■ **Problem to solve**
Would you return the data below exactly as it stands, with every picture left out?

Data excerpts START

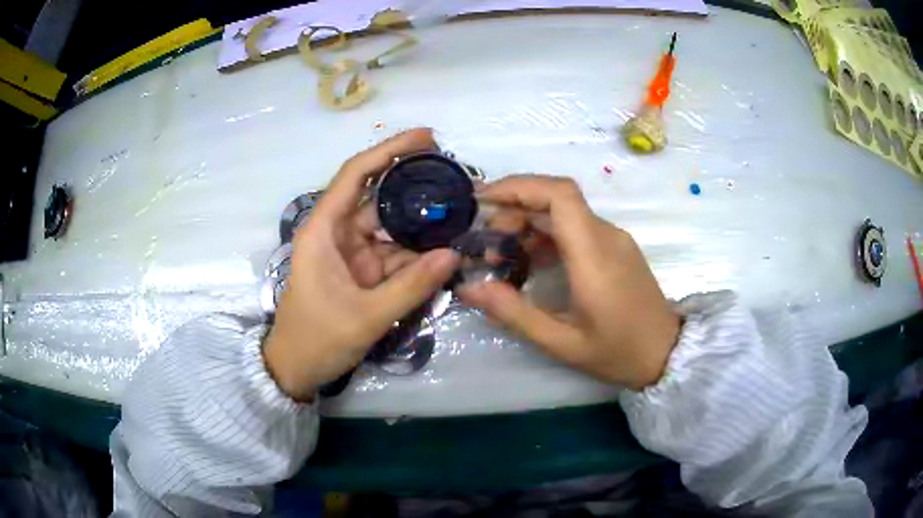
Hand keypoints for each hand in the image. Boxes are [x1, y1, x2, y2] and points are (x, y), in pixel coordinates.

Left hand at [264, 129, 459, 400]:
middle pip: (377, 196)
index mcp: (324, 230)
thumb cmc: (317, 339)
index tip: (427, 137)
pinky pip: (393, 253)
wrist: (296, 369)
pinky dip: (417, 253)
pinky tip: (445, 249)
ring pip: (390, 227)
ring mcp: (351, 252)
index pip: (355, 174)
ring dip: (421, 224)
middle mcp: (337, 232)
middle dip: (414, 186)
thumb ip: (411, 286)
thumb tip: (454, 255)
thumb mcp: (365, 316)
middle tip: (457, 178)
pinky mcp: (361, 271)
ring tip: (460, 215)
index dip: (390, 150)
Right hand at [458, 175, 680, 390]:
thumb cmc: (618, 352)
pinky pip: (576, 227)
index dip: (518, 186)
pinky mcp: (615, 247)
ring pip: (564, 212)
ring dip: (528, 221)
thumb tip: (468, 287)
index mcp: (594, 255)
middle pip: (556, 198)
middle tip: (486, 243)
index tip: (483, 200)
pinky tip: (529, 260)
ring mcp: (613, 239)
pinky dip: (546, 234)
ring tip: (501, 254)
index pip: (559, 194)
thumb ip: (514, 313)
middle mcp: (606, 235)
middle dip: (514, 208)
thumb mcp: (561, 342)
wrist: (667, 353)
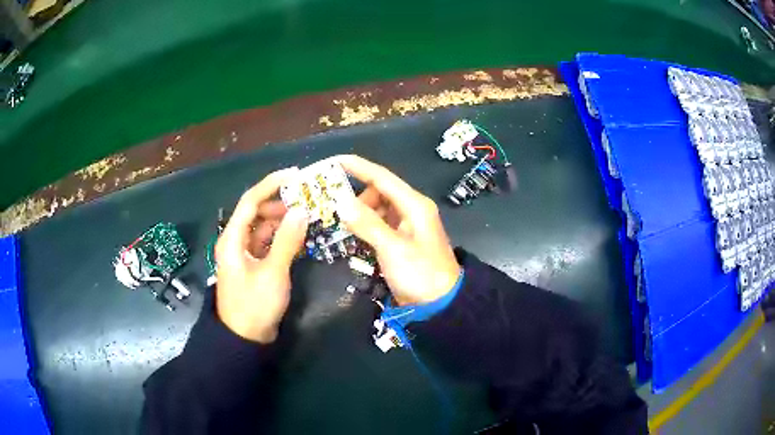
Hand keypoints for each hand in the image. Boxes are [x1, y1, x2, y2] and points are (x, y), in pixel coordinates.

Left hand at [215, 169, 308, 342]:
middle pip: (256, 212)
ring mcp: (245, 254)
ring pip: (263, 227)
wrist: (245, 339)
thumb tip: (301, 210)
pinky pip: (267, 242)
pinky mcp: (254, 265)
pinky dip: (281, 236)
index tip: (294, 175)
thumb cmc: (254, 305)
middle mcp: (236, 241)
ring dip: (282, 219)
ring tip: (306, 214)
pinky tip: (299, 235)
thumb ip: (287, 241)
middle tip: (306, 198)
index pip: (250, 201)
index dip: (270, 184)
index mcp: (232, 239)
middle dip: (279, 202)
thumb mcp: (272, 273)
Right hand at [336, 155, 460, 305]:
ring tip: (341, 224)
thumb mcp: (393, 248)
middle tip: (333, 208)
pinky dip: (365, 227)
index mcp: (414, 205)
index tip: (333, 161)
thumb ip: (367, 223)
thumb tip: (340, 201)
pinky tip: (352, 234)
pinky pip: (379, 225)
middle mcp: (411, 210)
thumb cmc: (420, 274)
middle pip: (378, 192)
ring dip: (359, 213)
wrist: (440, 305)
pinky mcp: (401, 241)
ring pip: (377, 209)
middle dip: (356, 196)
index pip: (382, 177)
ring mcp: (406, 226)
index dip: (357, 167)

Data excerpts END

■ **Completed task**
Hand keypoints for each hand in the image. Boxes are [x1, y1, x2, y2] and points are (x, y), in pixel coordinates.

Left hand at [264, 129, 459, 400]:
middle pip: (377, 196)
index mcp: (324, 230)
thumb cmc: (317, 339)
index tip: (427, 137)
pinky pip: (393, 253)
wrist: (296, 369)
pinky dip: (417, 253)
pinky tip: (445, 249)
ring pip: (390, 227)
ring mcp: (351, 252)
index pip: (355, 174)
ring dip: (421, 224)
middle mcp: (337, 232)
middle dip: (414, 186)
thumb ip: (411, 286)
thumb tip: (454, 255)
thumb mcp: (365, 316)
middle tip: (457, 178)
pinky mcp: (361, 271)
ring tip: (460, 215)
index dip: (390, 150)
Right hand at [458, 175, 680, 390]:
thumb cmc: (618, 352)
pinky pip: (576, 227)
index dip: (518, 186)
pinky mcp: (615, 247)
ring pip: (564, 212)
ring dip: (528, 221)
thumb tip: (468, 287)
index mcp: (594, 255)
middle pip: (556, 198)
middle tip: (486, 243)
index tip: (483, 200)
pinky tip: (529, 260)
ring mcp: (613, 239)
pinky dip: (546, 234)
ring tip: (501, 254)
index pip: (559, 194)
thumb ip: (514, 313)
middle mcp: (606, 235)
middle dip: (514, 208)
thumb mcp: (561, 342)
wrist: (667, 353)
Hand keypoints for each hand in the image. Boxes are [x1, y1, x2, y2] and points are (x, y), in pixel coordinates.

Left hand at [215, 169, 308, 342]:
middle pip: (256, 212)
ring mcp: (245, 254)
ring pip: (263, 227)
wrist: (245, 339)
thumb tip: (301, 210)
pinky pip: (267, 242)
pinky mcp: (254, 265)
pinky dip: (281, 236)
index tip: (294, 175)
thumb cmc: (254, 305)
middle mcp: (236, 241)
ring dip: (282, 219)
ring tip: (306, 214)
pinky tip: (299, 235)
thumb ip: (287, 241)
middle tip: (306, 198)
index pip: (250, 201)
index dip: (270, 184)
index mcp: (232, 239)
middle dip: (279, 202)
thumb mcp: (272, 273)
Right hand at [336, 155, 460, 305]:
ring tip: (341, 224)
thumb mcp: (393, 248)
middle tip: (333, 208)
pinky dip: (365, 227)
index mcp: (414, 205)
index tip: (333, 161)
thumb ip: (367, 223)
thumb tip: (340, 201)
pinky tip: (352, 234)
pinky pip: (379, 225)
middle mcp: (411, 210)
thumb cmc: (420, 274)
middle pip: (378, 192)
ring dip: (359, 213)
wrist: (440, 305)
pinky mcp: (401, 241)
ring pip: (377, 209)
middle dip: (356, 196)
index pip: (382, 177)
ring mcp: (406, 226)
index dip: (357, 167)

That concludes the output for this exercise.